|best macaroni salad ever|
Here's the recipe for the BEST mac salad ever featured on the Girl's Night In Post. I think I found this recipe year's ago on the Food Network site but over the years I've tweaked things here and there to make it more my style.
It's worth every single last calorie. But the key is to make this salad at least 24 hours in advance so the dressing can really soak into the noodles!

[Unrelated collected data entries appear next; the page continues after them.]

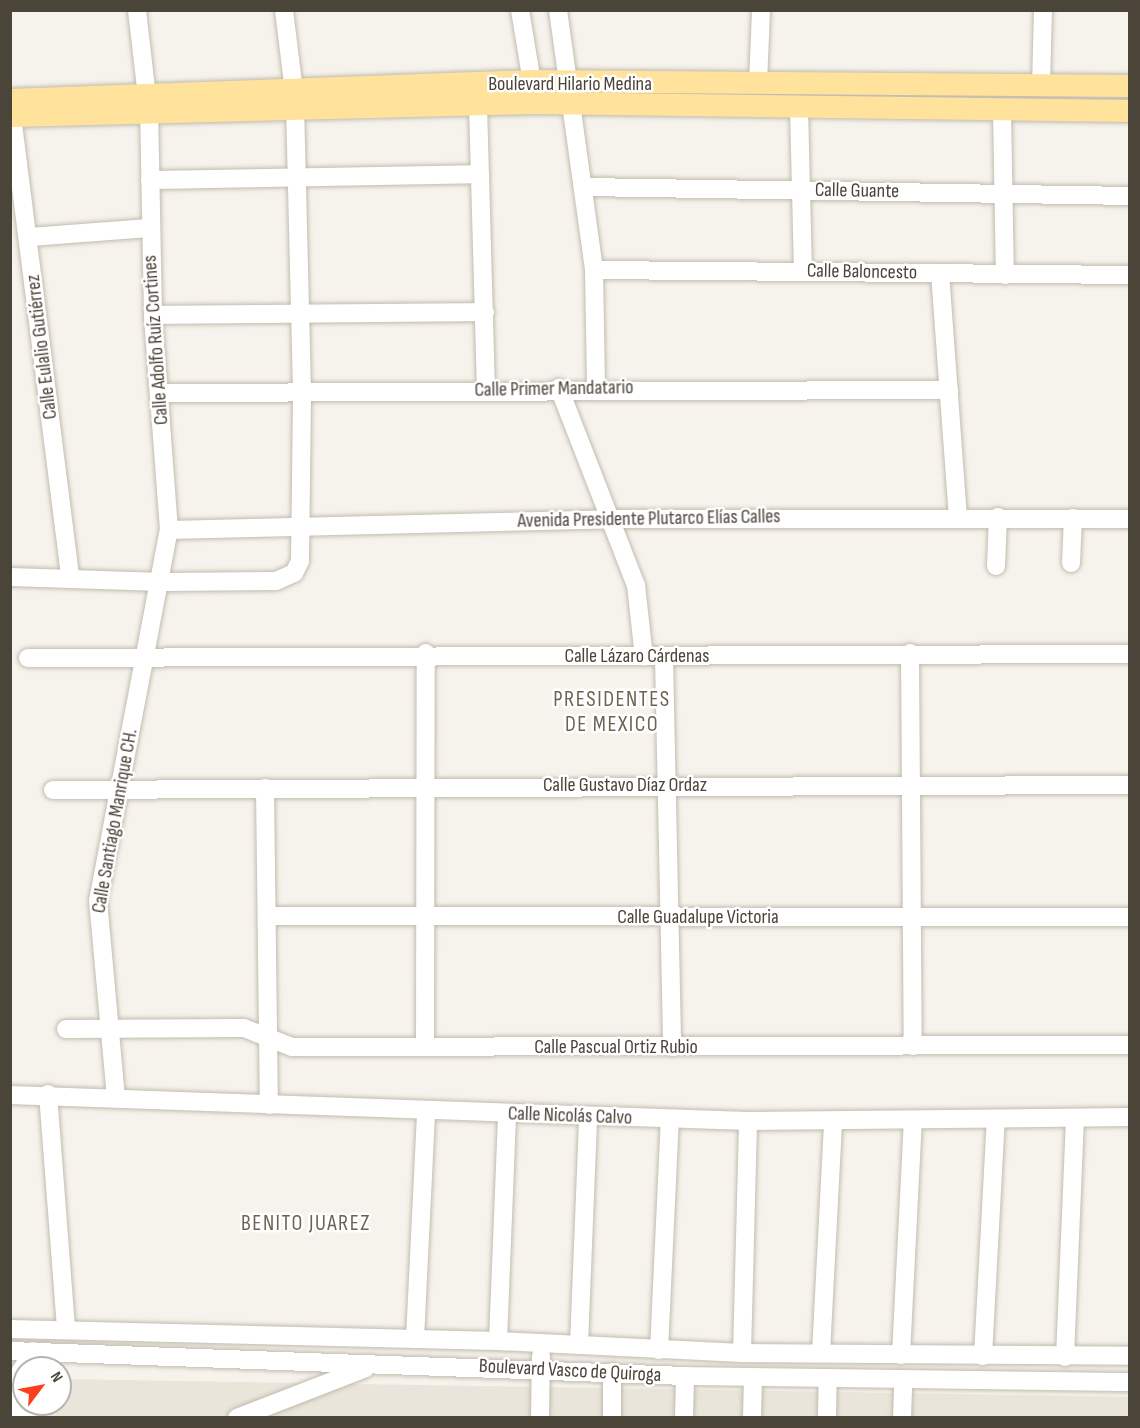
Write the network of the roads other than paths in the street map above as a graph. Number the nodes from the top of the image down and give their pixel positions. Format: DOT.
graph roads {
  1 [pos="137,10"];
  2 [pos="284,10"];
  3 [pos="520,10"];
  4 [pos="558,10"];
  5 [pos="761,10"];
  6 [pos="1043,10"];
  7 [pos="758,83"];
  8 [pos="1041,86"];
  9 [pos="1130,86"];
  10 [pos="533,92"];
  11 [pos="572,95"];
  12 [pos="294,101"];
  13 [pos="148,105"];
  14 [pos="478,105"];
  15 [pos="799,108"];
  16 [pos="1002,110"];
  17 [pos="11,111"];
  18 [pos="1130,111"];
  19 [pos="480,174"];
  20 [pos="298,179"];
  21 [pos="150,180"];
  22 [pos="584,187"];
  23 [pos="802,190"];
  24 [pos="1005,194"];
  25 [pos="1130,196"];
  26 [pos="150,228"];
  27 [pos="29,237"];
  28 [pos="594,270"];
  29 [pos="803,272"];
  30 [pos="940,273"];
  31 [pos="1005,275"];
  32 [pos="1130,276"];
  33 [pos="485,312"];
  34 [pos="301,314"];
  35 [pos="153,315"];
  36 [pos="559,388"];
  37 [pos="596,388"];
  38 [pos="486,389"];
  39 [pos="949,390"];
  40 [pos="302,391"];
  41 [pos="159,393"];
  42 [pos="998,517"];
  43 [pos="958,518"];
  44 [pos="1073,518"];
  45 [pos="613,519"];
  46 [pos="1130,519"];
  47 [pos="300,525"];
  48 [pos="169,530"];
  49 [pos="1071,563"];
  50 [pos="996,566"];
  51 [pos="10,577"];
  52 [pos="70,578"];
  53 [pos="162,582"];
  54 [pos="426,653"];
  55 [pos="910,653"];
  56 [pos="1130,654"];
  57 [pos="145,656"];
  58 [pos="644,657"];
  59 [pos="664,657"];
  60 [pos="28,658"];
  61 [pos="912,783"];
  62 [pos="425,784"];
  63 [pos="669,785"];
  64 [pos="1130,785"];
  65 [pos="120,788"];
  66 [pos="265,788"];
  67 [pos="53,790"];
  68 [pos="913,915"];
  69 [pos="267,916"];
  70 [pos="425,916"];
  71 [pos="1130,917"];
  72 [pos="669,919"];
  73 [pos="107,1025"];
  74 [pos="66,1029"];
  75 [pos="267,1036"];
  76 [pos="1130,1045"];
  77 [pos="913,1046"];
  78 [pos="425,1047"];
  79 [pos="672,1047"];
  80 [pos="48,1094"];
  81 [pos="10,1095"];
  82 [pos="116,1098"];
  83 [pos="268,1105"];
  84 [pos="426,1110"];
  85 [pos="507,1114"];
  86 [pos="1130,1117"];
  87 [pos="588,1118"];
  88 [pos="670,1119"];
  89 [pos="996,1119"];
  90 [pos="1075,1119"];
  91 [pos="748,1121"];
  92 [pos="913,1121"];
  93 [pos="833,1123"];
  94 [pos="66,1328"];
  95 [pos="10,1329"];
  96 [pos="415,1339"];
  97 [pos="498,1341"];
  98 [pos="540,1345"];
  99 [pos="579,1346"];
  100 [pos="659,1350"];
  101 [pos="10,1351"];
  102 [pos="33,1351"];
  103 [pos="742,1353"];
  104 [pos="821,1353"];
  105 [pos="901,1355"];
  106 [pos="30,1356"];
  107 [pos="983,1356"];
  108 [pos="1130,1356"];
  109 [pos="1065,1357"];
  110 [pos="370,1366"];
  111 [pos="541,1368"];
  112 [pos="612,1372"];
  113 [pos="685,1376"];
  114 [pos="753,1377"];
  115 [pos="828,1379"];
  116 [pos="903,1381"];
  117 [pos="1130,1382"];
  118 [pos="237,1418"];
  119 [pos="540,1418"];
  120 [pos="612,1418"];
  121 [pos="684,1418"];
  122 [pos="752,1418"];
  123 [pos="827,1418"];
  124 [pos="902,1418"];
  1 -- 13 [label="street, Calle Adolfo Ruíz Cortines"];
  2 -- 12 [label="street"];
  3 -- 10 [label="street"];
  4 -- 11 [label="street"];
  5 -- 7 [label="street"];
  6 -- 8 [label="street"];
  7 -- 8 [label="main road, Boulevard Hilario Medina"];
  7 -- 11 [label="main road, Boulevard Hilario Medina"];
  8 -- 9 [label="main road, Boulevard Hilario Medina"];
  10 -- 11 [label="main road, Boulevard Hilario Medina"];
  10 -- 12 [label="main road, Boulevard Hilario Medina"];
  10 -- 14 [label="main road, Boulevard Hilario Medina"];
  11 -- 15 [label="main road, Boulevard Hilario Medina"];
  11 -- 22 [label="street"];
  12 -- 13 [label="main road, Boulevard Hilario Medina"];
  12 -- 14 [label="main road, Boulevard Hilario Medina"];
  12 -- 20 [label="street"];
  13 -- 17 [label="main road, Boulevard Hilario Medina"];
  13 -- 21 [label="street, Calle Adolfo Ruíz Cortines"];
  14 -- 19 [label="street"];
  15 -- 16 [label="main road, Boulevard Hilario Medina"];
  15 -- 23 [label="street"];
  16 -- 18 [label="main road, Boulevard Hilario Medina"];
  16 -- 24 [label="street"];
  17 -- 27 [label="street, Calle Eulalio Gutiérrez"];
  19 -- 20 [label="street"];
  19 -- 33 [label="street"];
  20 -- 21 [label="street"];
  20 -- 34 [label="street"];
  21 -- 26 [label="street, Calle Adolfo Ruíz Cortines"];
  22 -- 23 [label="street, Calle Guante"];
  22 -- 28 [label="street"];
  23 -- 24 [label="street, Calle Guante"];
  23 -- 29 [label="street"];
  24 -- 25 [label="street, Calle Guante"];
  24 -- 31 [label="street"];
  26 -- 27 [label="street"];
  26 -- 35 [label="street, Calle Adolfo Ruíz Cortines"];
  27 -- 52 [label="street, Calle Eulalio Gutiérrez"];
  28 -- 29 [label="street, Calle Baloncesto"];
  28 -- 37 [label="street"];
  29 -- 30 [label="street, Calle Baloncesto"];
  30 -- 31 [label="street, Calle Baloncesto"];
  30 -- 39 [label="street"];
  31 -- 32 [label="street, Calle Baloncesto"];
  33 -- 34 [label="street"];
  33 -- 38 [label="street"];
  34 -- 35 [label="street"];
  34 -- 40 [label="street"];
  35 -- 41 [label="street, Calle Adolfo Ruíz Cortines"];
  36 -- 37 [label="street, Calle Primer Mandatario"];
  36 -- 38 [label="street, Calle Primer Mandatario"];
  36 -- 45 [label="street"];
  37 -- 39 [label="street, Calle Primer Mandatario"];
  38 -- 40 [label="street, Calle Primer Mandatario"];
  39 -- 43 [label="street"];
  40 -- 41 [label="street, Calle Primer Mandatario"];
  40 -- 47 [label="street"];
  41 -- 48 [label="street, Calle Adolfo Ruíz Cortines"];
  42 -- 43 [label="street, Avenida Presidente Plutarco Elías Calles"];
  42 -- 44 [label="street, Avenida Presidente Plutarco Elías Calles"];
  42 -- 50 [label="street"];
  43 -- 45 [label="street, Avenida Presidente Plutarco Elías Calles"];
  44 -- 46 [label="street, Avenida Presidente Plutarco Elías Calles"];
  44 -- 49 [label="street"];
  45 -- 47 [label="street, Avenida Presidente Plutarco Elías Calles"];
  45 -- 58 [label="street"];
  47 -- 48 [label="street, Avenida Presidente Plutarco Elías Calles"];
  47 -- 53 [label="street"];
  48 -- 53 [label="street, Calle Adolfo Ruíz Cortines"];
  51 -- 52 [label="street"];
  52 -- 53 [label="street"];
  53 -- 57 [label="street, Calle Santiago Manrique CH."];
  54 -- 57 [label="street, Calle Lázaro Cárdenas"];
  54 -- 58 [label="street, Calle Lázaro Cárdenas"];
  54 -- 62 [label="street"];
  55 -- 56 [label="street, Calle Lázaro Cárdenas"];
  55 -- 59 [label="street, Calle Lázaro Cárdenas"];
  55 -- 61 [label="street"];
  57 -- 60 [label="street, Calle Lázaro Cárdenas"];
  57 -- 65 [label="street, Calle Santiago Manrique CH."];
  58 -- 59 [label="street, Calle Lázaro Cárdenas"];
  59 -- 63 [label="street"];
  61 -- 63 [label="street, Calle Gustavo Díaz Ordaz"];
  61 -- 64 [label="street, Calle Gustavo Díaz Ordaz"];
  61 -- 68 [label="street"];
  62 -- 63 [label="street, Calle Gustavo Díaz Ordaz"];
  62 -- 66 [label="street, Calle Gustavo Díaz Ordaz"];
  62 -- 70 [label="street"];
  63 -- 72 [label="street"];
  65 -- 66 [label="street, Calle Gustavo Díaz Ordaz"];
  65 -- 67 [label="street, Calle Gustavo Díaz Ordaz"];
  65 -- 73 [label="street, Calle Santiago Manrique CH."];
  66 -- 69 [label="street"];
  68 -- 71 [label="street, Calle Guadalupe Victoria"];
  68 -- 72 [label="street, Calle Guadalupe Victoria"];
  68 -- 77 [label="street"];
  69 -- 70 [label="street, Calle Guadalupe Victoria"];
  69 -- 75 [label="street"];
  70 -- 72 [label="street, Calle Guadalupe Victoria"];
  70 -- 78 [label="street"];
  72 -- 79 [label="street"];
  73 -- 74 [label="street, Calle Pascual Ortiz Rubio"];
  73 -- 75 [label="street, Calle Pascual Ortiz Rubio"];
  73 -- 82 [label="street, Calle Santiago Manrique CH."];
  75 -- 78 [label="street, Calle Pascual Ortiz Rubio"];
  75 -- 83 [label="street"];
  76 -- 77 [label="street, Calle Pascual Ortiz Rubio"];
  77 -- 79 [label="street, Calle Pascual Ortiz Rubio"];
  78 -- 79 [label="street, Calle Pascual Ortiz Rubio"];
  80 -- 81 [label="street, Calle Nicolás Calvo"];
  80 -- 82 [label="street, Calle Nicolás Calvo"];
  80 -- 94 [label="street"];
  82 -- 83 [label="street, Calle Nicolás Calvo"];
  83 -- 84 [label="street, Calle Nicolás Calvo"];
  84 -- 85 [label="street, Calle Nicolás Calvo"];
  84 -- 96 [label="street"];
  85 -- 87 [label="street, Calle Nicolás Calvo"];
  85 -- 97 [label="street"];
  86 -- 90 [label="street, Calle Nicolás Calvo"];
  87 -- 88 [label="street, Calle Nicolás Calvo"];
  87 -- 99 [label="street"];
  88 -- 91 [label="street, Calle Nicolás Calvo"];
  88 -- 100 [label="street"];
  89 -- 90 [label="street, Calle Nicolás Calvo"];
  89 -- 92 [label="street, Calle Nicolás Calvo"];
  89 -- 107 [label="street"];
  90 -- 109 [label="street"];
  91 -- 93 [label="street, Calle Nicolás Calvo"];
  91 -- 103 [label="street"];
  92 -- 93 [label="street, Calle Nicolás Calvo"];
  92 -- 105 [label="street"];
  93 -- 104 [label="street"];
  94 -- 95 [label="street, Boulevard Vasco de Quiroga"];
  94 -- 96 [label="street, Boulevard Vasco de Quiroga"];
  96 -- 97 [label="street, Boulevard Vasco de Quiroga"];
  97 -- 98 [label="street, Boulevard Vasco de Quiroga"];
  98 -- 99 [label="street, Boulevard Vasco de Quiroga"];
  98 -- 111 [label="street"];
  99 -- 100 [label="street, Boulevard Vasco de Quiroga"];
  100 -- 103 [label="street, Boulevard Vasco de Quiroga"];
  101 -- 102 [label="street, Boulevard Vasco de Quiroga"];
  102 -- 106 [label="street"];
  102 -- 110 [label="street, Boulevard Vasco de Quiroga"];
  103 -- 104 [label="street, Boulevard Vasco de Quiroga"];
  104 -- 105 [label="street, Boulevard Vasco de Quiroga"];
  105 -- 107 [label="street, Boulevard Vasco de Quiroga"];
  107 -- 109 [label="street, Boulevard Vasco de Quiroga"];
  108 -- 109 [label="street, Boulevard Vasco de Quiroga"];
  110 -- 111 [label="street, Boulevard Vasco de Quiroga"];
  110 -- 118 [label="street"];
  111 -- 112 [label="street, Boulevard Vasco de Quiroga"];
  111 -- 119 [label="street"];
  112 -- 113 [label="street, Boulevard Vasco de Quiroga"];
  112 -- 120 [label="street"];
  113 -- 114 [label="street, Boulevard Vasco de Quiroga"];
  113 -- 121 [label="street"];
  114 -- 115 [label="street, Boulevard Vasco de Quiroga"];
  114 -- 122 [label="street"];
  115 -- 116 [label="street, Boulevard Vasco de Quiroga"];
  115 -- 123 [label="street"];
  116 -- 117 [label="street, Boulevard Vasco de Quiroga"];
  116 -- 124 [label="street"];
}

Best Macaroni Salad Ever: 1.69 calories per gram
For the Dressing:
- 1.5 cup buttermilk
- 1.5 cup mayonnaise
- 2 tablespoon Dijon mustard
- 1 teaspoon Worcestershire sauce
- Salt and black pepper to taste
- Cayenne pepper and/ or hot sauce to tast
For the Salad:
- 3 cups cooked elbow macaroni
- 1 pound lean, cooked ham, cut into 1/2-inch cubes
- 2 ribs celery, chopped
- 1/2 cup peas
- 1/2 cup chopped sweet pickle
- 1/2 cup chopped red bell pepper
Garnish Ideas (optional and not included in calories):
- Cherry tomatoes
- Black olives
- Cubed Cheese
- Scallions or chives
- To make the dressing, whisk all ingredients together in a small bowl; cover, and refrigerate until ready to use.
- For the salad, toss macaroni in a large bowl with ham, celery, peas, pickles, and red pepper; add dressing and toss again.
- Refrigerate for at least 24 hours. It gets better for the next 48 hours and keeps for a week in the fridge
- Make at least 24 hours in advance
- For the buttermilk, I make my own with 1.5 cups 2% milk & 1.5 T vinegar and let sit at room temperature for at least 30 minutes.
- For 3 cups cooked macaroni boil 2 heaping cups of dry noodles in heavily salted water
- If you use relish instead of chopping up individual pickles, reduce to 1/4 cup
- For the bell pepper, I just use 1 bell pepper and don't really bother with the measurements
- Cube cheese, if using, into small cubes no more than 1/4 inch big. The smaller the better in this case.